• _Task goal_
Each line that contains the word "road" is to be copied from the records below.

• _The data_
# # # # # # #

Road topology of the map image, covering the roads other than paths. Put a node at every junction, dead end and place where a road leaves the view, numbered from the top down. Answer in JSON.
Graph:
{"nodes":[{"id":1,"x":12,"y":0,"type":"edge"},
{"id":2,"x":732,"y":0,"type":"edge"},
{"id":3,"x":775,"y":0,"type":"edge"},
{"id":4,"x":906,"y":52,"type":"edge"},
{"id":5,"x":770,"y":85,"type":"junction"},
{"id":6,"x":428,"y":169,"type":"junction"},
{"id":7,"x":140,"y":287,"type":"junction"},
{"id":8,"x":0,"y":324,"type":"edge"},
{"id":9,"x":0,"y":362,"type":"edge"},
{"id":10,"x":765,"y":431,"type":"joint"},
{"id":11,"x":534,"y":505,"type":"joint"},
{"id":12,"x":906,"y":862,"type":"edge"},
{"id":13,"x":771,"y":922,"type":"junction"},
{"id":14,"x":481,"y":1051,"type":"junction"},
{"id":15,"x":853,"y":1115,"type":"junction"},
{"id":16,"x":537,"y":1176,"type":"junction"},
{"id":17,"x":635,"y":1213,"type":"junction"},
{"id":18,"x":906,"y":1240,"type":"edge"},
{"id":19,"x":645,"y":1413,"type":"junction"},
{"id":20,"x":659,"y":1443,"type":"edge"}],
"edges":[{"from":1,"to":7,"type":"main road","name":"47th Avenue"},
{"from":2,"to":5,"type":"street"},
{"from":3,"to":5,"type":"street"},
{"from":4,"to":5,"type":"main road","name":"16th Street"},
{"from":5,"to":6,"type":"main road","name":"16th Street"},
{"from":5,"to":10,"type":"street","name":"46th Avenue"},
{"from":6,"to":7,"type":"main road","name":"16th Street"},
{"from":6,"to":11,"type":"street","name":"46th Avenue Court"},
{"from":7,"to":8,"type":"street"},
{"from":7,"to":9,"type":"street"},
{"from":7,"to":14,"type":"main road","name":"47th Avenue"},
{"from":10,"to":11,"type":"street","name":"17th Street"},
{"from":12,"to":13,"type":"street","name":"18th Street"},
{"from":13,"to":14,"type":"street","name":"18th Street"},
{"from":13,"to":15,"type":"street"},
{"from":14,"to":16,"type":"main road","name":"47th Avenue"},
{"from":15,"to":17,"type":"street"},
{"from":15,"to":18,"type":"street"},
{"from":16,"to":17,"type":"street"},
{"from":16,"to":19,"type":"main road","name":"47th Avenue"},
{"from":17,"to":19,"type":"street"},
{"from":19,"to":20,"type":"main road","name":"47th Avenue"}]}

# # # # # # #

• _Answer_
Road topology of the map image, covering the roads other than paths. Put a node at every junction, dead end and place where a road leaves the view, numbered from the top down. Answer in JSON.
"edges":[{"from":1,"to":7,"type":"main road","name":"47th Avenue"},
{"from":4,"to":5,"type":"main road","name":"16th Street"},
{"from":5,"to":6,"type":"main road","name":"16th Street"},
{"from":6,"to":7,"type":"main road","name":"16th Street"},
{"from":7,"to":14,"type":"main road","name":"47th Avenue"},
{"from":14,"to":16,"type":"main road","name":"47th Avenue"},
{"from":16,"to":19,"type":"main road","name":"47th Avenue"},
{"from":19,"to":20,"type":"main road","name":"47th Avenue"}]}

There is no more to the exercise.